> **Activity**: Set the records down again in full, with every word kept.

[Stored data entries]
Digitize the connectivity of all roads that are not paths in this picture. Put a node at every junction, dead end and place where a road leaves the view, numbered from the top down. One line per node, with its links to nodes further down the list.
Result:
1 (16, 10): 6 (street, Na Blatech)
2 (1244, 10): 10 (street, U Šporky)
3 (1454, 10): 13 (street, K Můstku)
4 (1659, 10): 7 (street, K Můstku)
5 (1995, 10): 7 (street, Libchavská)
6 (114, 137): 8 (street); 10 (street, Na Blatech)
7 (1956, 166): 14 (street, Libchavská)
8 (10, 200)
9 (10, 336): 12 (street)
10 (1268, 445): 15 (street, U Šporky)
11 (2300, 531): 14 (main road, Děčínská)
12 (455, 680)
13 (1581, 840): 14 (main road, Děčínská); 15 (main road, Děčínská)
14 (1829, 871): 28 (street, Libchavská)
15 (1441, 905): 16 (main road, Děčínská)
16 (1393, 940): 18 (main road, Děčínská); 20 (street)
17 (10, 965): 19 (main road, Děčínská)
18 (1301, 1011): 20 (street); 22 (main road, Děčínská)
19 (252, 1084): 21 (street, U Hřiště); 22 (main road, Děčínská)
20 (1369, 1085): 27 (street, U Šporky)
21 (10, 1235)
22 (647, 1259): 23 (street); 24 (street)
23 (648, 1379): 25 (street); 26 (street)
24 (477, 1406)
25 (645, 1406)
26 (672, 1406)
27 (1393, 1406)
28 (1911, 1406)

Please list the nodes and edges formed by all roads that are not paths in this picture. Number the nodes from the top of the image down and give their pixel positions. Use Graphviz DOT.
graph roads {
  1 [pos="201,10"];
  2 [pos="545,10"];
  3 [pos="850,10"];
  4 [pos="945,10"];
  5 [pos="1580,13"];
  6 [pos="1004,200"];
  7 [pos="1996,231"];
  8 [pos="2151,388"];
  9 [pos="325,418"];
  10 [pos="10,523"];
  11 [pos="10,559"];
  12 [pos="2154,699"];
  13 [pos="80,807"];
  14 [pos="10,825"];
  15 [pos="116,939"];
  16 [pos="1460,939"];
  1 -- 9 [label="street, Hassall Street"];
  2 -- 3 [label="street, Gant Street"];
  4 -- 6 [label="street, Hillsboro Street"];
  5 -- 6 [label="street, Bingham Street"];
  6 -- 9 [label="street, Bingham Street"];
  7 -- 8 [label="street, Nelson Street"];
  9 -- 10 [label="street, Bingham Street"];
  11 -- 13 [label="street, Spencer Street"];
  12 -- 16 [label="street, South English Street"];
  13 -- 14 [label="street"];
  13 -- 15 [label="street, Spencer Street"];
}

> **Task result**:
Digitize the connectivity of all roads that are not paths in this picture. Put a node at every junction, dead end and place where a road leaves the view, numbered from the top down. One line per node, with its links to nodes further down the list.
Result:
1 (16, 10): 6 (street, Na Blatech)
2 (1244, 10): 10 (street, U Šporky)
3 (1454, 10): 13 (street, K Můstku)
4 (1659, 10): 7 (street, K Můstku)
5 (1995, 10): 7 (street, Libchavská)
6 (114, 137): 8 (street); 10 (street, Na Blatech)
7 (1956, 166): 14 (street, Libchavská)
8 (10, 200)
9 (10, 336): 12 (street)
10 (1268, 445): 15 (street, U Šporky)
11 (2300, 531): 14 (main road, Děčínská)
12 (455, 680)
13 (1581, 840): 14 (main road, Děčínská); 15 (main road, Děčínská)
14 (1829, 871): 28 (street, Libchavská)
15 (1441, 905): 16 (main road, Děčínská)
16 (1393, 940): 18 (main road, Děčínská); 20 (street)
17 (10, 965): 19 (main road, Děčínská)
18 (1301, 1011): 20 (street); 22 (main road, Děčínská)
19 (252, 1084): 21 (street, U Hřiště); 22 (main road, Děčínská)
20 (1369, 1085): 27 (street, U Šporky)
21 (10, 1235)
22 (647, 1259): 23 (street); 24 (street)
23 (648, 1379): 25 (street); 26 (street)
24 (477, 1406)
25 (645, 1406)
26 (672, 1406)
27 (1393, 1406)
28 (1911, 1406)

Please list the nodes and edges formed by all roads that are not paths in this picture. Number the nodes from the top of the image down and give their pixel positions. Use Graphviz DOT.
graph roads {
  1 [pos="201,10"];
  2 [pos="545,10"];
  3 [pos="850,10"];
  4 [pos="945,10"];
  5 [pos="1580,13"];
  6 [pos="1004,200"];
  7 [pos="1996,231"];
  8 [pos="2151,388"];
  9 [pos="325,418"];
  10 [pos="10,523"];
  11 [pos="10,559"];
  12 [pos="2154,699"];
  13 [pos="80,807"];
  14 [pos="10,825"];
  15 [pos="116,939"];
  16 [pos="1460,939"];
  1 -- 9 [label="street, Hassall Street"];
  2 -- 3 [label="street, Gant Street"];
  4 -- 6 [label="street, Hillsboro Street"];
  5 -- 6 [label="street, Bingham Street"];
  6 -- 9 [label="street, Bingham Street"];
  7 -- 8 [label="street, Nelson Street"];
  9 -- 10 [label="street, Bingham Street"];
  11 -- 13 [label="street, Spencer Street"];
  12 -- 16 [label="street, South English Street"];
  13 -- 14 [label="street"];
  13 -- 15 [label="street, Spencer Street"];
}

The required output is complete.